La Russie et l’Église Universelle/Livre deuxième/08


CHAPITRE VIII.


LE « FILS DE L’HOMME » ET LA « PIERRE ».


Le point de vue que nous venons d’exposer nous permet de comprendre pourquoi la vision prophétique des grandes puissances païennes — aussi complète et précise qu’une telle vision peut l’être — ne fait aucune mention de la plus grande puissance entre toutes — de l’Empire Romain. C’est que cet Empire n’était pas une partie du colosse monstrueux condamné à la ruine, mais le cadre et le moule matériel permanent du Royaume de Dieu. Les grandes puissances du monde ancien n’ont fait que passer dans l’histoire : Rome seule vit toujours. La roche du Capitole fut consacrée par la pierre biblique, et l’empire romain se transforma en la grande montagne qui, dans la vision prophétique, était née de cette pierre. Et la pierre elle-même, que peut-elle signifier, sinon le pouvoir monarchique de celui qui fut appelé Pierre par excellence et sur qui l’Église Universelle — cette montagne de Dieu — fut fondée ?

L’image de cette pierre mystérieuse dans le livre de Daniel est ordinairement appliquée à Jésus-Christ lui-même. Il est à remarquer pourtant que Jésus, en faisant un fréquent usage du prophète Daniel dans sa prédication, a pris chez ce prophète pour en faire l’application à sa personne, non pas l’image de la pierre, mais une autre désignation dont Il a fait presque son nom propre, — le Fils de l’Homme. C’est le nom même qu’il emploie dans le texte fondamental de saint Matthieu : quem dicunt homines esse Filium Hominis ? Jésus est le Fils de l’Homme vu par le prophète Daniel (Daniel, VII, 13) ; quant à la pierre (Daniel, II, 34, 35, 45), elle ne désigne pas directement Jésus, mais le pouvoir fondamental de l’Église, au premier représentant duquel le Fils de l’Homme lui-même a appliqué cette image : et moi je te dis que tu es Pierre.

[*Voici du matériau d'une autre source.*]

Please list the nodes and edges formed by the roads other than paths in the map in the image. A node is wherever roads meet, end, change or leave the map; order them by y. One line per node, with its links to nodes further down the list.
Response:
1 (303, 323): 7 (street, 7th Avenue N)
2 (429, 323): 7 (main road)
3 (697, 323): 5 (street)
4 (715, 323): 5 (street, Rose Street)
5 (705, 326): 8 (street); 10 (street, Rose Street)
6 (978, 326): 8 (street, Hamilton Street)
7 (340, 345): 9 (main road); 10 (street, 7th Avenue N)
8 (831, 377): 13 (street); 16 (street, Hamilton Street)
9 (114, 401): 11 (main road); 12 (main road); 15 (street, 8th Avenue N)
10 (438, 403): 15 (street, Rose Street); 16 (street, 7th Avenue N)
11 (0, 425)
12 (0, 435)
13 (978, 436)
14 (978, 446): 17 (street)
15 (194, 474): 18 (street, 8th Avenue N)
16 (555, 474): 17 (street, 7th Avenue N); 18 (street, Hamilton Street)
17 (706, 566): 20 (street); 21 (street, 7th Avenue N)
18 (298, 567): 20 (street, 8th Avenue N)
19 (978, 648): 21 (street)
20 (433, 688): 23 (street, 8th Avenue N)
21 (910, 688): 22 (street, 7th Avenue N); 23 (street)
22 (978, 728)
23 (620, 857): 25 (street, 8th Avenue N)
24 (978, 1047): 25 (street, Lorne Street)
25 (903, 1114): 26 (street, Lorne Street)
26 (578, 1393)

Notre manière de voir est directement confirmée par le contexte de la prophétie de Daniel. Il y est question d’un Royaume venant de Dieu, mais cependant visible et terrestre, qui doit remplacer les grands empires païens après les avoir dominés et détruits. L’apparition et le triomphe de ce cinquième Royaume qui, dans un texte parallèle, est appelé « le peuple des saints du Très-Haut » (Daniel, VII, 18, 27) et qui est évidemment l’Église Universelle, sont symboliquement représentés par cette pierre qui après avoir brisé les pieds du colosse devient une grande montagne et s’étend sur toute la terre. Si donc « la pierre » de Daniel signifiait directement le Christ, il faudrait admettre que c’est le Christ lui-même qui est devenu « la grande montagne », c’est-à-dire la monarchie universelle de l’Église remplaçant les empires païens. Mais pourquoi irions-nous attribuer gratuitement à l’écrivain vraiment inspiré de ce livre merveilleux une image si confuse et si incongrue, quand il y a une explication claire et harmonique qui, non seulement est admissible, mais encore qui nous est tout simplement imposée par la comparaison de ces textes prophétiques avec le texte évangélique correspondant ? Là comme ici, chez Daniel comme dans saint Mathieu, il y a le Fils de l’Homme et il y a la Pierre de l’Église. Or comme il est absolument certain que le Fils de l’Homme du livre prophétique et le Fils de l’Homme de l’Évangile désignent une seule et même personne — le Messie, — l’analogie exige que l’image de la Pierre ecclésiastique ait dans les deux cas un sens identique. Mais dans l’Évangile la Pierre est évidemment le prince des apôtres — tu es Pierreergo la pierre du prophète Daniel préfigurerait aussi le dépositaire primordial du pouvoir monarchique dans l’Église Universelle, — pierre qui n’a pas été prise et lancée par des mains humaines, mais par le Fils du Dieu vivant et par le Père céleste lui-même qui révèle au monarque de l’Église la vérité divino-humaine — cause première de son pouvoir.

Signalons encore cette coïncidence admirable : c’est le grand roi de Babylone, le représentant typique de la fausse monarchie universelle, qui a vu dans un songe mystérieux le représentant principal de la monarchie universelle véritable ; — il l’a vu sous l’image significative d’une pierre qui est devenue son nom propre. Et il a vu aussi le contraste parfait des deux monarchies : l’une commençant par la tête d’or finit par les pieds d’argile qui tombent en poussière ; l’autre commençant par une petite pierre finit par la montagne immense qui remplit le monde.